New figures showing New Zealand's economic growth this year to be the OECD's third-highest are pleasing and are testimony to the solid base built by the reforms of the 1980s and 1990s, as well as the favourable effects of high export prices and the low exchange rate, according to New Zealand Business Roundtable Chairman Rob McLeod.

The OECD forecast for New Zealand has the economy growing at 4% this year and at 3% and 3.4% over the next two years.

These figures are in line with New Zealand's economic growth trends since the early 1990s, with real GDP growing by an average of 3.1% in the ten years to 2001, Mr McLeod said.

"The reforms put in place since the mid-1980s have built a solid platform for better economic outcomes over recent years. As a result of these reforms, the economy is much more flexible.
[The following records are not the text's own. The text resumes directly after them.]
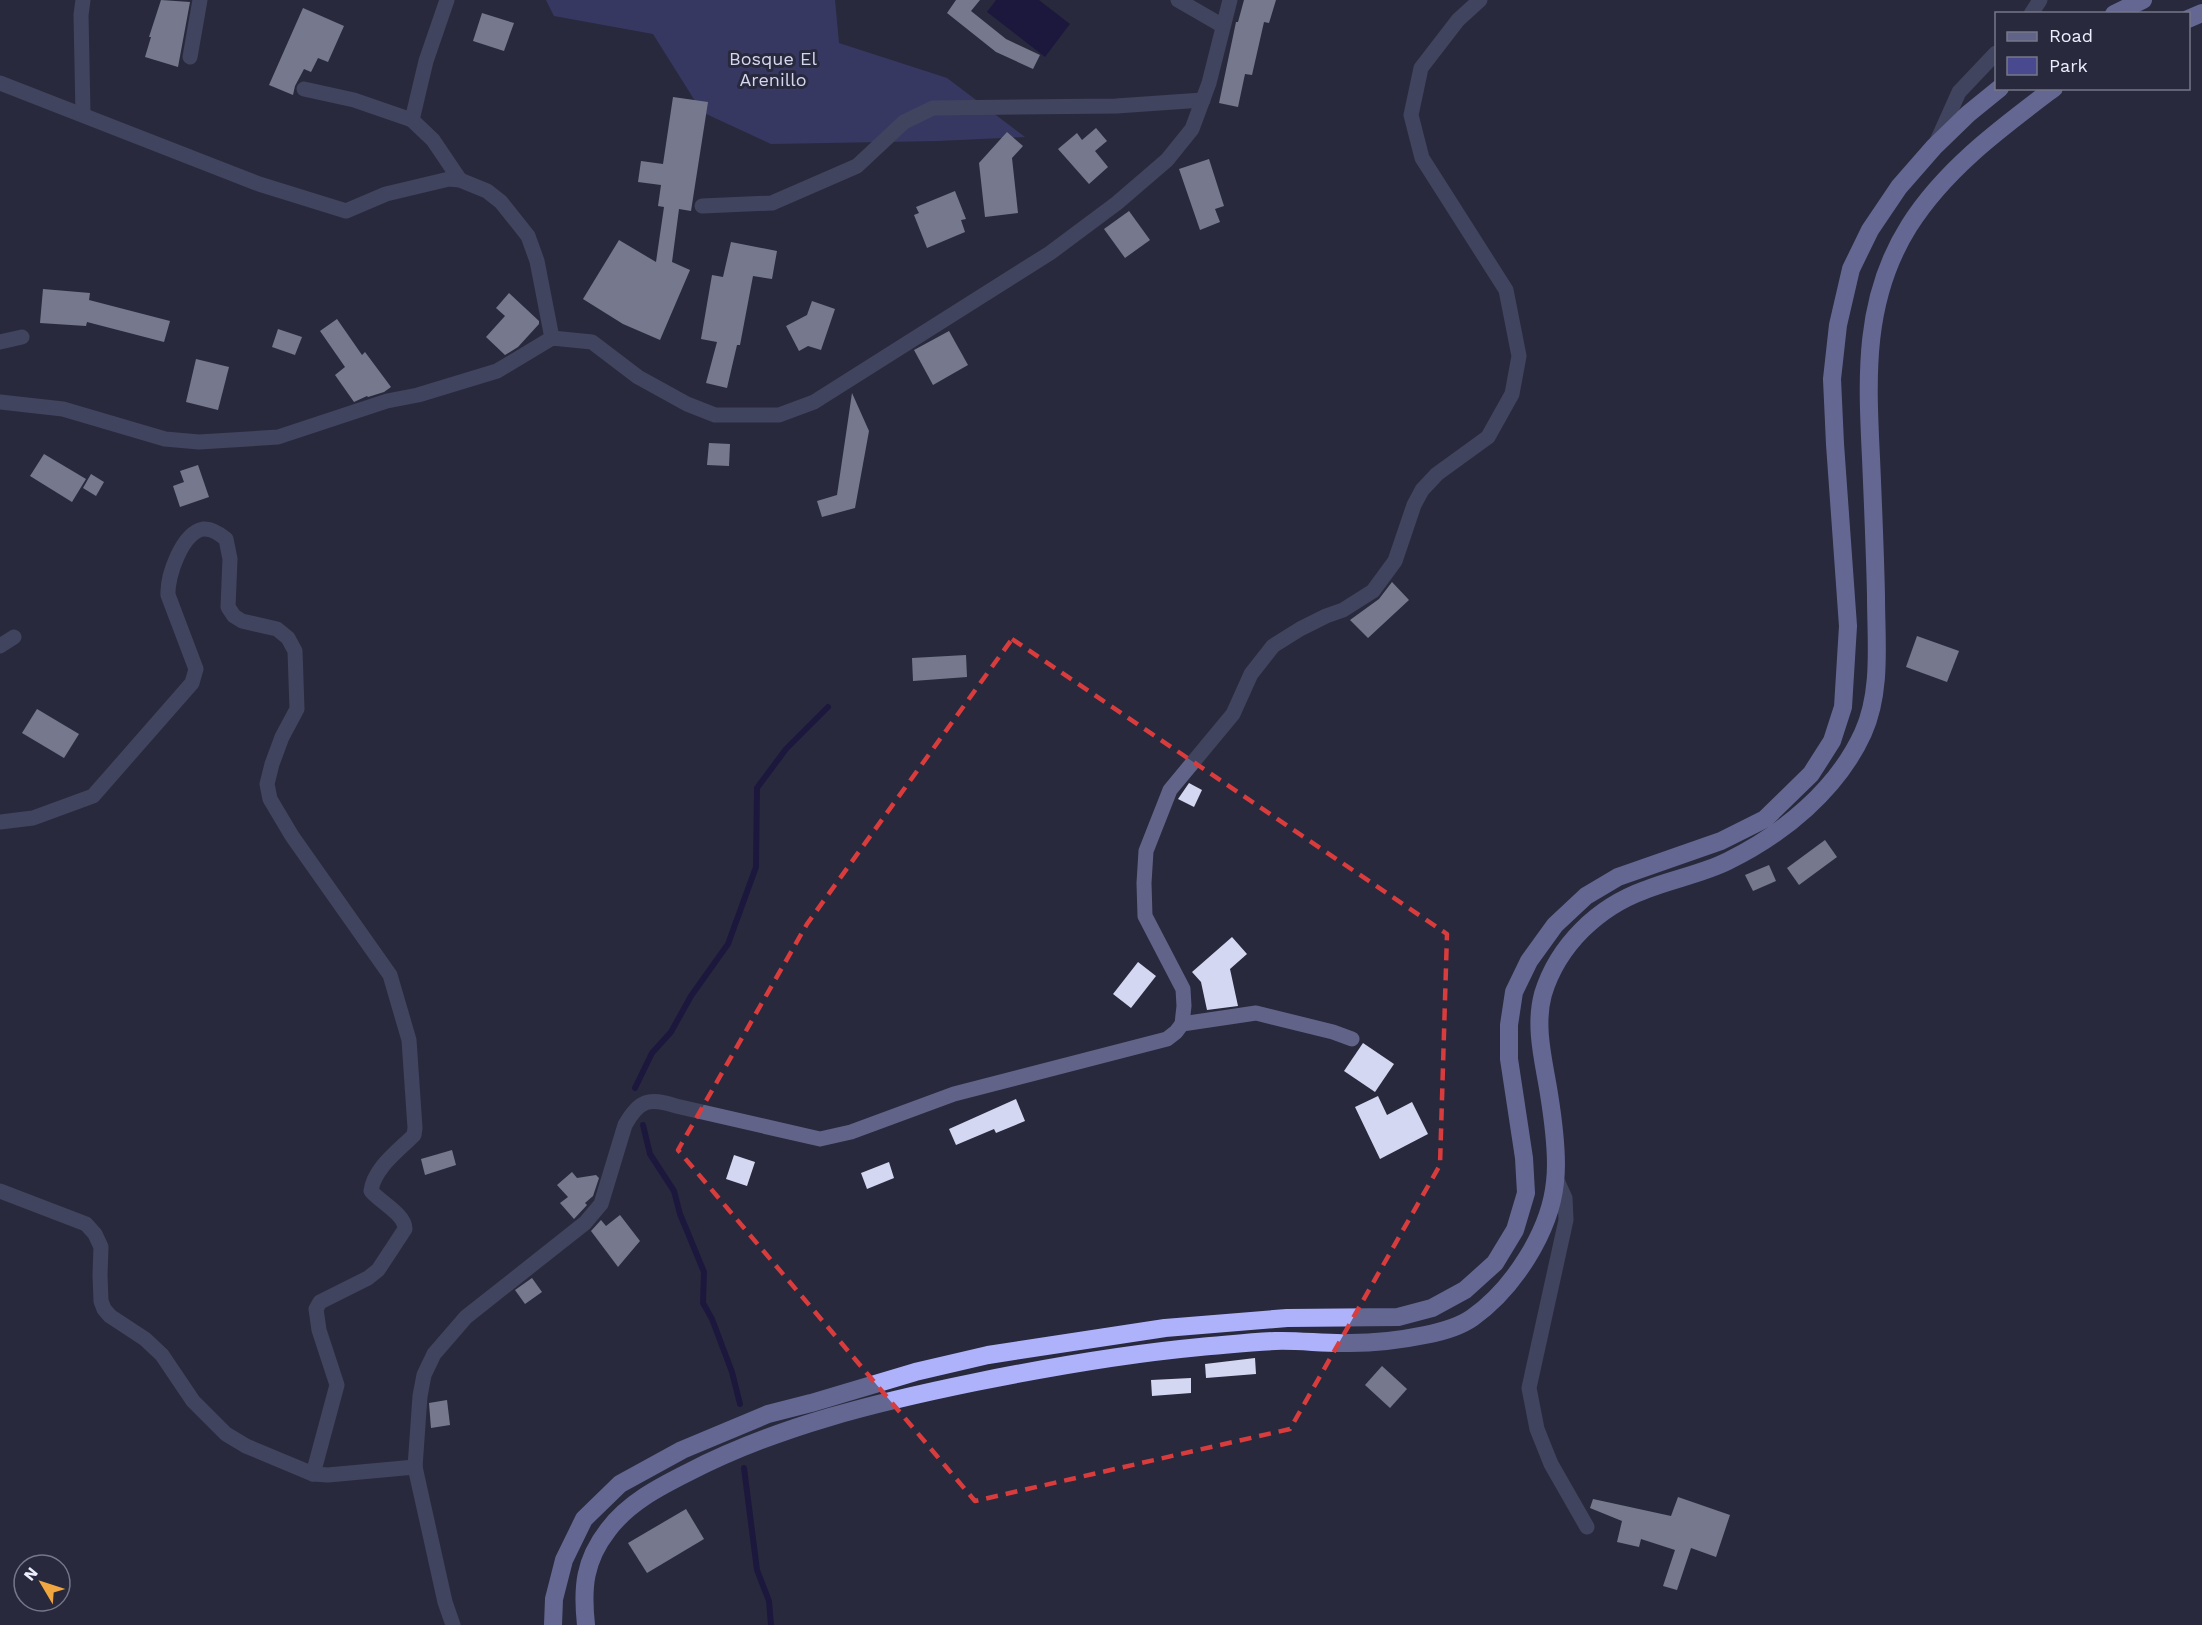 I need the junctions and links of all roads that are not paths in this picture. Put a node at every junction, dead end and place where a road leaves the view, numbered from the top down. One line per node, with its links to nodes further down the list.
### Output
1 (83, 0): 17 (street)
2 (200, 0): 11 (street)
3 (447, 0): 18 (street)
4 (1178, 0): 9 (street)
5 (1230, 0): 9 (street)
6 (1480, 0): 29 (street)
7 (2144, 0): 8 (highway)
8 (2118, 12)
9 (1223, 26): 16 (street)
10 (1995, 54): 19 (street)
11 (190, 57)
12 (0, 83): 17 (street)
13 (304, 88): 18 (street)
14 (1999, 90): 19 (highway)
15 (2051, 90): 31 (highway)
16 (1203, 100): 21 (street); 23 (street)
17 (83, 114): 20 (street)
18 (412, 120): 20 (street)
19 (1934, 147): 37 (highway)
20 (460, 180): 23 (street)
21 (702, 206)
22 (22, 337): 24 (street)
23 (552, 338): 25 (street)
24 (0, 342)
25 (0, 402)
26 (15, 637): 27 (street)
27 (0, 646)
28 (0, 822): 34 (street)
29 (1182, 1024): 30 (street); 33 (street)
30 (1352, 1039)
31 (1556, 1178): 35 (street); 38 (highway)
32 (0, 1191): 34 (street)
33 (415, 1467): 34 (street); 36 (street)
34 (313, 1474)
35 (1587, 1527)
36 (453, 1625)
37 (553, 1625)
38 (586, 1625)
So far, this has allowed New Zealand to maintain its economic momentum despite weaknesses in some other economies, said Mr McLeod.

"We cannot be complacent. The forecast growth rates - even with the favourable export situation - are well below the sustained economic growth in real GDP per-capita of at least 4% per year required to achieve the government's goal of reaching the top half of the OECD income rankings. Only a focus on pro-growth policies, including tax, spending and regulatory reform, will make the government's target an achievable goal. This would be consistent with the OECD's general observation that economic reform remains an essential ingredient for long-term growth."